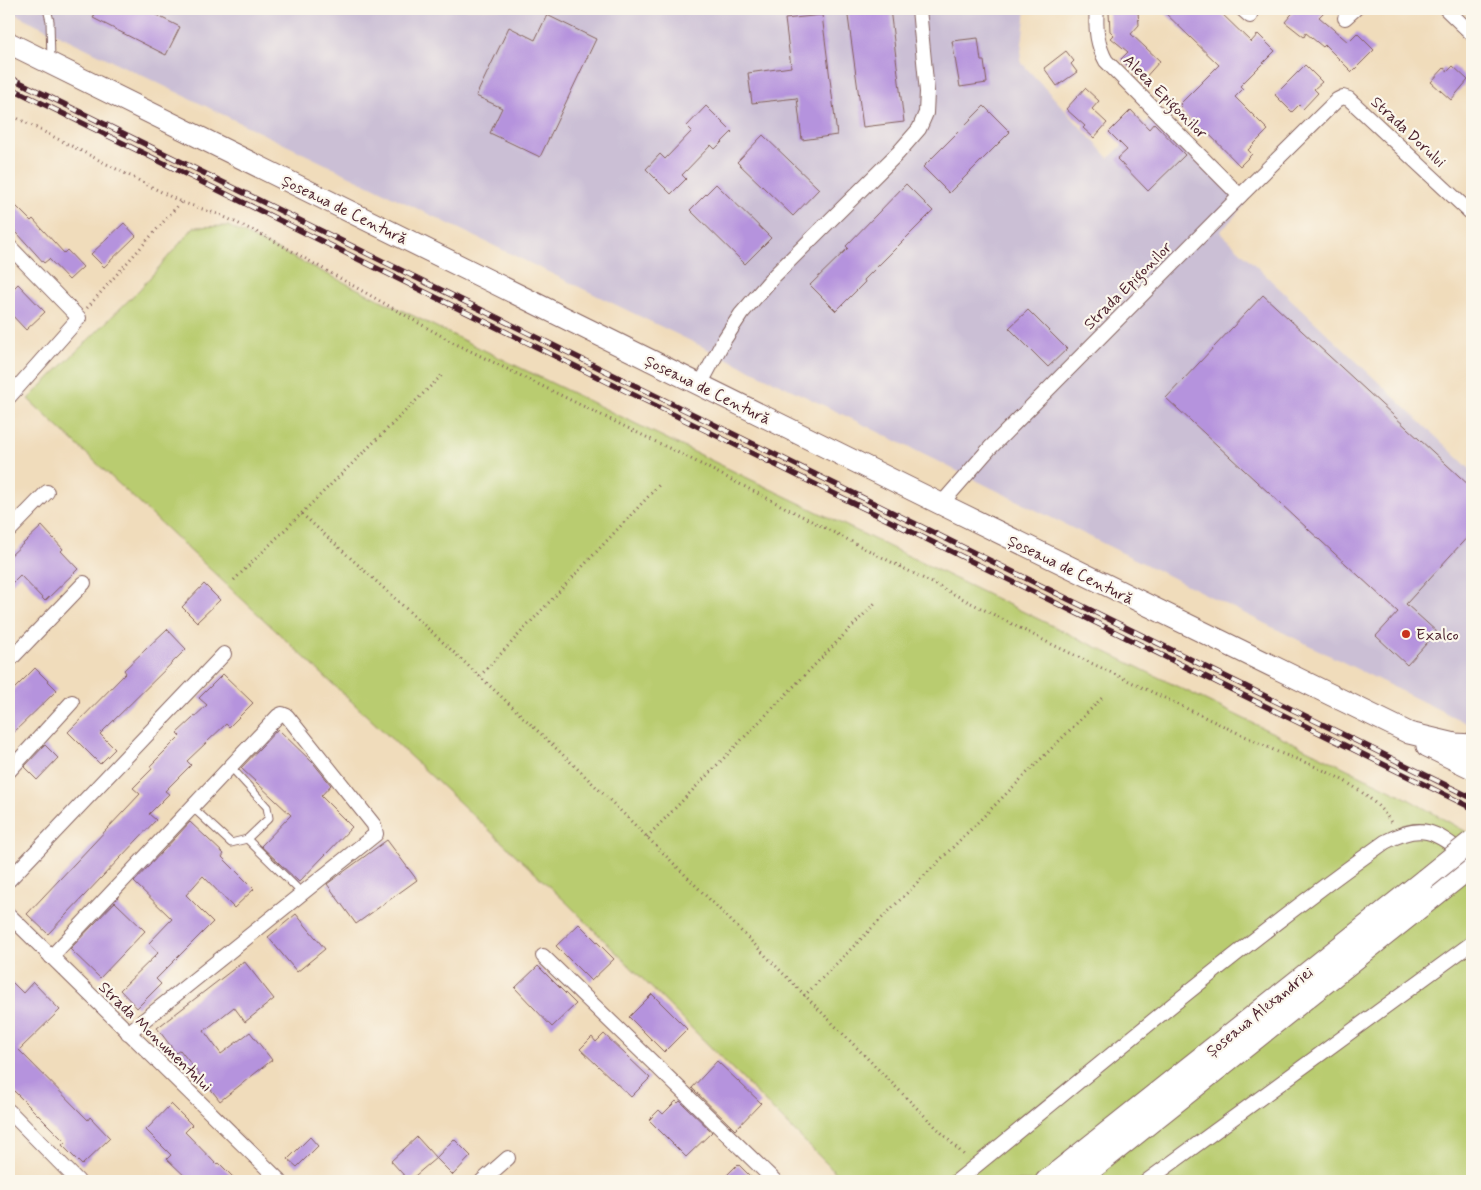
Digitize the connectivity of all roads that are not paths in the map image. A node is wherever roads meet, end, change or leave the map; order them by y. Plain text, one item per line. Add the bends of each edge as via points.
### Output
1 (47, 9) edge
2 (918, 9) edge
3 (1097, 9) edge
4 (1446, 9) edge
5 (1472, 34) edge
6 (9, 43) edge
7 (51, 64) junction
8 (1343, 97) joint
9 (1240, 196) junction
10 (1472, 214) edge
11 (9, 246) edge
12 (700, 385) junction
13 (9, 397) edge
14 (47, 492) dead end
15 (941, 504) junction
16 (9, 531) edge
17 (84, 583) dead end
18 (224, 654) dead end
19 (9, 660) edge
20 (72, 702) dead end
21 (1409, 733) junction
22 (1472, 745) edge
23 (230, 766) junction
24 (1472, 768) edge
25 (9, 771) edge
26 (192, 807) junction
27 (247, 839) junction
28 (1472, 841) edge
29 (1472, 861) edge
30 (1472, 866) edge
31 (9, 880) edge
32 (1431, 887) junction
33 (302, 893) junction
34 (9, 915) edge
35 (1472, 943) edge
36 (543, 956) dead end
37 (51, 957) junction
38 (128, 1033) junction
39 (9, 1111) edge
40 (508, 1158) dead end
41 (78, 1181) edge
42 (280, 1181) edge
43 (482, 1181) edge
44 (775, 1181) edge
45 (957, 1181) edge
46 (1046, 1181) edge
47 (1077, 1181) edge
48 (1147, 1181) edge

1 - 7 lane
2 - 12 street via 927,92 926,113 919,129 775,275 741,314
3 - 9 street, Aleea Epigonilor via 1096,33 1106,61
4 - 5 street
6 - 7 main road, Șoseaua de Centură
7 - 12 main road, Șoseaua de Centură
8 - 9 street, Strada Epigonilor
8 - 10 street, Strada Dorului via 1348,98
9 - 15 street, Strada Epigonilor via 990,448
11 - 13 street via 78,318
12 - 15 main road, Șoseaua de Centură
14 - 16 street
15 - 21 main road, Șoseaua de Centură
17 - 19 street
18 - 31 street
20 - 25 street
21 - 22 main road, Șoseaua de Centură
21 - 24 main road, Șoseaua de Centură via 1422,744
23 - 26 street
23 - 27 lane via 269,812 269,818
23 - 33 street via 278,716 287,716 374,826 376,834
26 - 27 lane via 231,842
26 - 37 street
27 - 33 lane
28 - 32 main road, Șoseaua Alexandriei, bridge
29 - 45 street via 1430,832 1411,831 1398,835 1229,960
30 - 32 main road, Șoseaua Alexandriei
32 - 46 main road, Șoseaua Alexandriei
32 - 47 main road, Șoseaua Alexandriei
33 - 38 street
34 - 37 street, Strada Monumentului
35 - 48 street
36 - 44 street
37 - 38 street, Strada Monumentului
38 - 42 street, Strada Monumentului
39 - 41 street
40 - 43 street

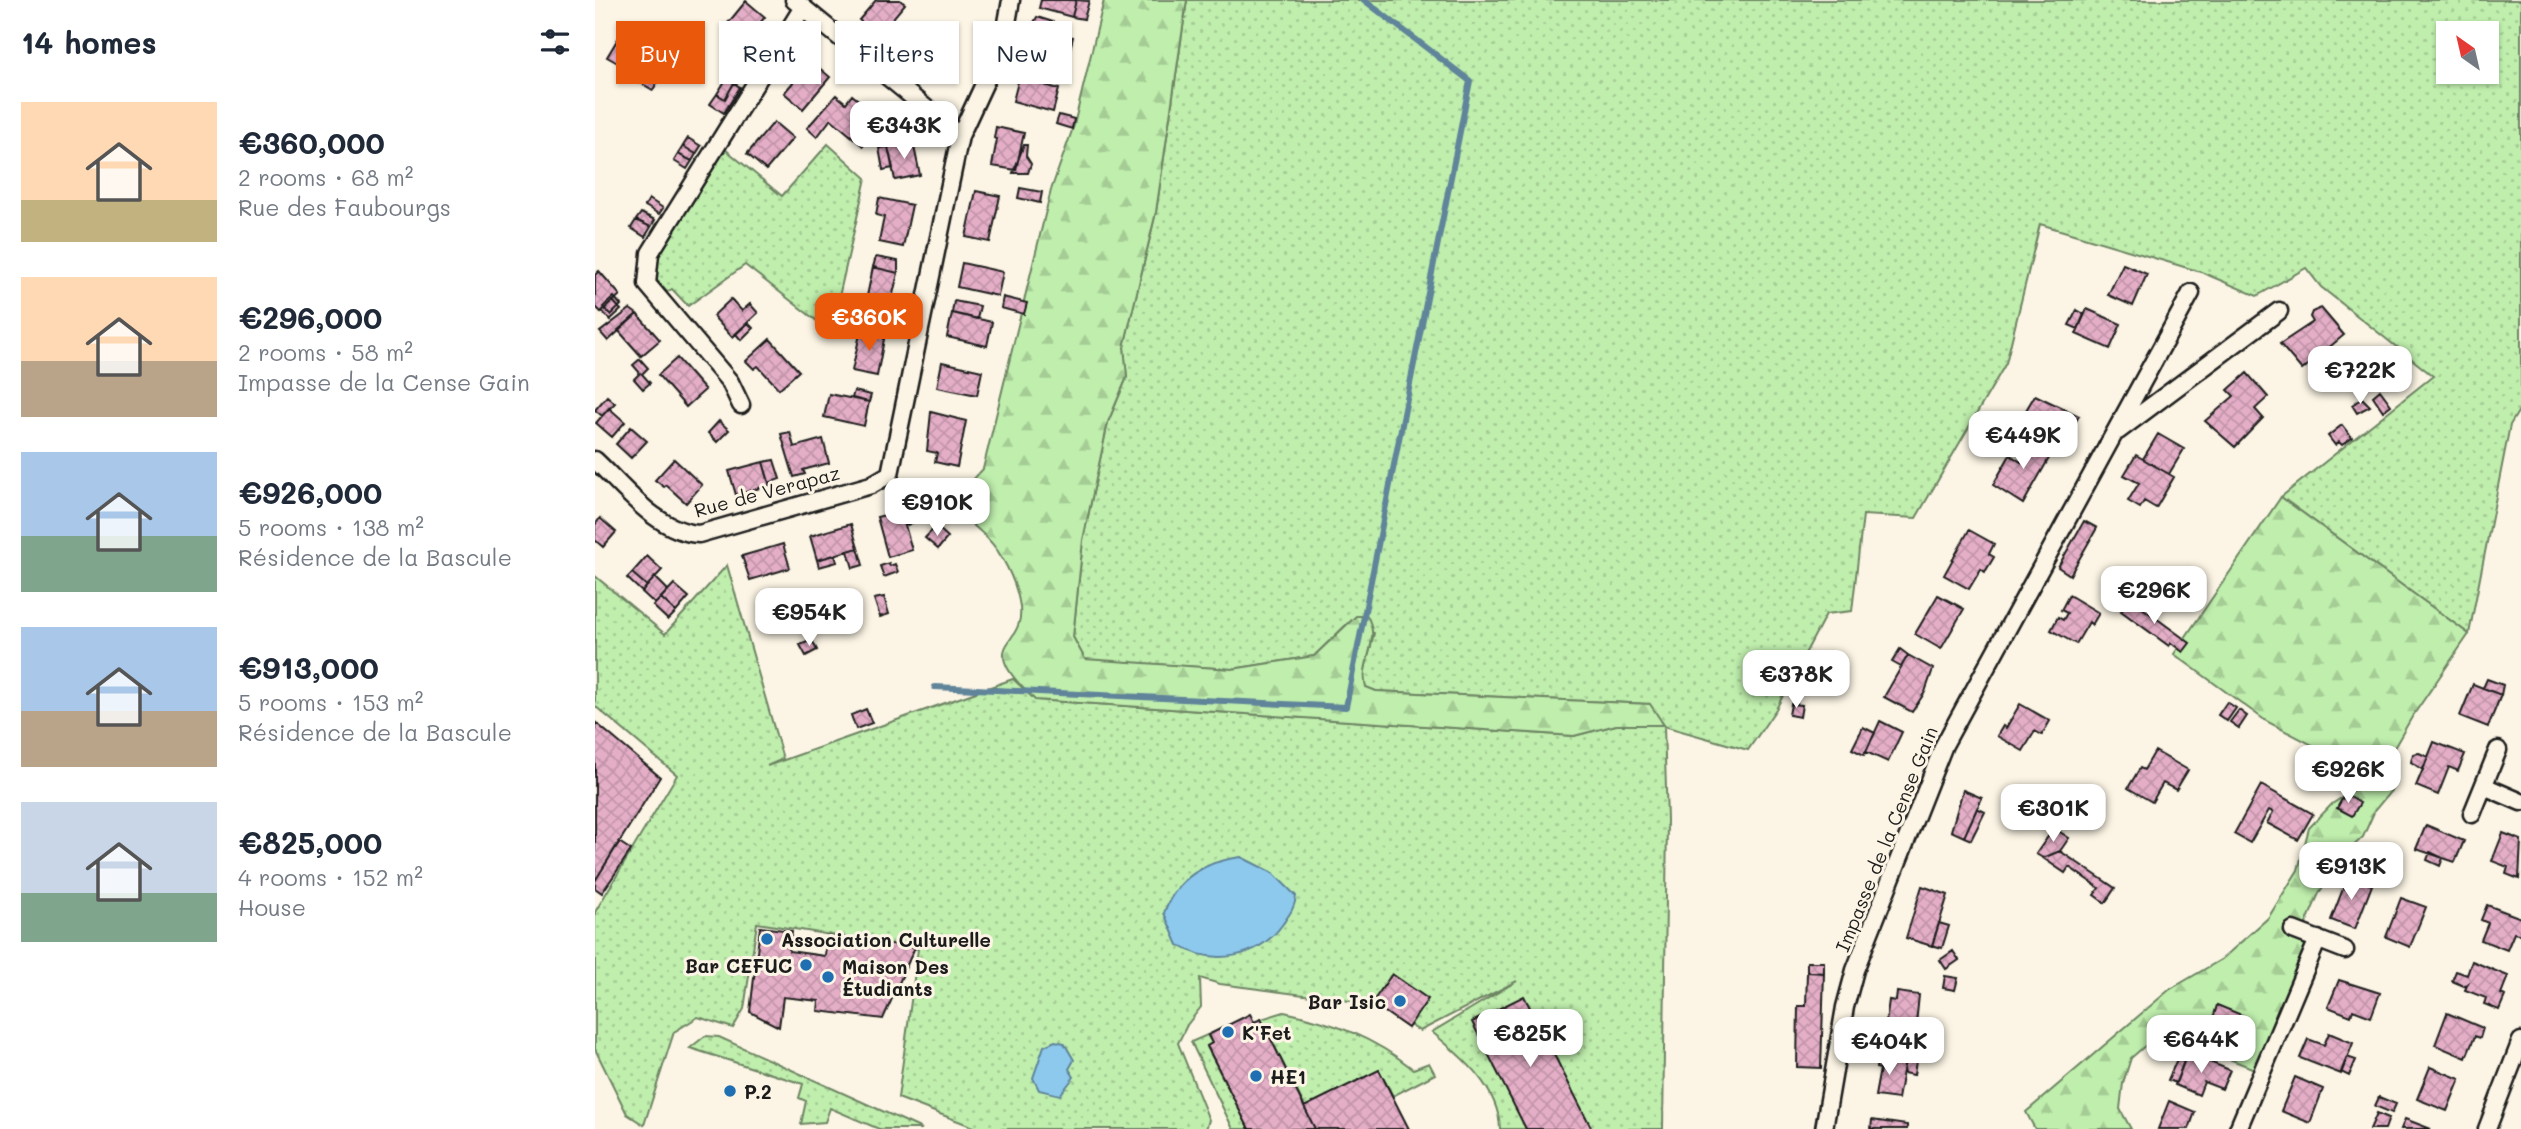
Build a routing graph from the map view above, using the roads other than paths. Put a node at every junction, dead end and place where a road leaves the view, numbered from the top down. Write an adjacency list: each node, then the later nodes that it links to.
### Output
1 (1011, 0): 3 (street)
2 (798, 4): 3 (street); 6 (street)
3 (960, 136): 8 (street, Rue de Verapaz)
4 (2191, 293): 7 (street, Impasse de la Cense Gain)
5 (2279, 311): 7 (street, Impasse de la Cense Gain)
6 (741, 405)
7 (2114, 434): 17 (street, Impasse de la Cense Gain)
8 (595, 460)
9 (2498, 750): 10 (street)
10 (2484, 786): 11 (street); 12 (street)
11 (2521, 802)
12 (2472, 814)
13 (2293, 930): 14 (street)
14 (2318, 939): 15 (street); 18 (street)
15 (2345, 950)
16 (2521, 1041): 19 (street)
17 (1824, 1129)
18 (2238, 1129)
19 (2487, 1129)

-=-=-=-=-

TASK ITEM:
Everything in the entries above except the pictures should be given again exactly.

EXERCISE OUTPUT:
Digitize the connectivity of all roads that are not paths in the map image. A node is wherever roads meet, end, change or leave the map; order them by y. Plain text, one item per line. Add the bends of each edge as via points.
### Output
1 (47, 9) edge
2 (918, 9) edge
3 (1097, 9) edge
4 (1446, 9) edge
5 (1472, 34) edge
6 (9, 43) edge
7 (51, 64) junction
8 (1343, 97) joint
9 (1240, 196) junction
10 (1472, 214) edge
11 (9, 246) edge
12 (700, 385) junction
13 (9, 397) edge
14 (47, 492) dead end
15 (941, 504) junction
16 (9, 531) edge
17 (84, 583) dead end
18 (224, 654) dead end
19 (9, 660) edge
20 (72, 702) dead end
21 (1409, 733) junction
22 (1472, 745) edge
23 (230, 766) junction
24 (1472, 768) edge
25 (9, 771) edge
26 (192, 807) junction
27 (247, 839) junction
28 (1472, 841) edge
29 (1472, 861) edge
30 (1472, 866) edge
31 (9, 880) edge
32 (1431, 887) junction
33 (302, 893) junction
34 (9, 915) edge
35 (1472, 943) edge
36 (543, 956) dead end
37 (51, 957) junction
38 (128, 1033) junction
39 (9, 1111) edge
40 (508, 1158) dead end
41 (78, 1181) edge
42 (280, 1181) edge
43 (482, 1181) edge
44 (775, 1181) edge
45 (957, 1181) edge
46 (1046, 1181) edge
47 (1077, 1181) edge
48 (1147, 1181) edge

1 - 7 lane
2 - 12 street via 927,92 926,113 919,129 775,275 741,314
3 - 9 street, Aleea Epigonilor via 1096,33 1106,61
4 - 5 street
6 - 7 main road, Șoseaua de Centură
7 - 12 main road, Șoseaua de Centură
8 - 9 street, Strada Epigonilor
8 - 10 street, Strada Dorului via 1348,98
9 - 15 street, Strada Epigonilor via 990,448
11 - 13 street via 78,318
12 - 15 main road, Șoseaua de Centură
14 - 16 street
15 - 21 main road, Șoseaua de Centură
17 - 19 street
18 - 31 street
20 - 25 street
21 - 22 main road, Șoseaua de Centură
21 - 24 main road, Șoseaua de Centură via 1422,744
23 - 26 street
23 - 27 lane via 269,812 269,818
23 - 33 street via 278,716 287,716 374,826 376,834
26 - 27 lane via 231,842
26 - 37 street
27 - 33 lane
28 - 32 main road, Șoseaua Alexandriei, bridge
29 - 45 street via 1430,832 1411,831 1398,835 1229,960
30 - 32 main road, Șoseaua Alexandriei
32 - 46 main road, Șoseaua Alexandriei
32 - 47 main road, Șoseaua Alexandriei
33 - 38 street
34 - 37 street, Strada Monumentului
35 - 48 street
36 - 44 street
37 - 38 street, Strada Monumentului
38 - 42 street, Strada Monumentului
39 - 41 street
40 - 43 street

Build a routing graph from the map view above, using the roads other than paths. Put a node at every junction, dead end and place where a road leaves the view, numbered from the top down. Write an adjacency list: each node, then the later nodes that it links to.
### Output
1 (1011, 0): 3 (street)
2 (798, 4): 3 (street); 6 (street)
3 (960, 136): 8 (street, Rue de Verapaz)
4 (2191, 293): 7 (street, Impasse de la Cense Gain)
5 (2279, 311): 7 (street, Impasse de la Cense Gain)
6 (741, 405)
7 (2114, 434): 17 (street, Impasse de la Cense Gain)
8 (595, 460)
9 (2498, 750): 10 (street)
10 (2484, 786): 11 (street); 12 (street)
11 (2521, 802)
12 (2472, 814)
13 (2293, 930): 14 (street)
14 (2318, 939): 15 (street); 18 (street)
15 (2345, 950)
16 (2521, 1041): 19 (street)
17 (1824, 1129)
18 (2238, 1129)
19 (2487, 1129)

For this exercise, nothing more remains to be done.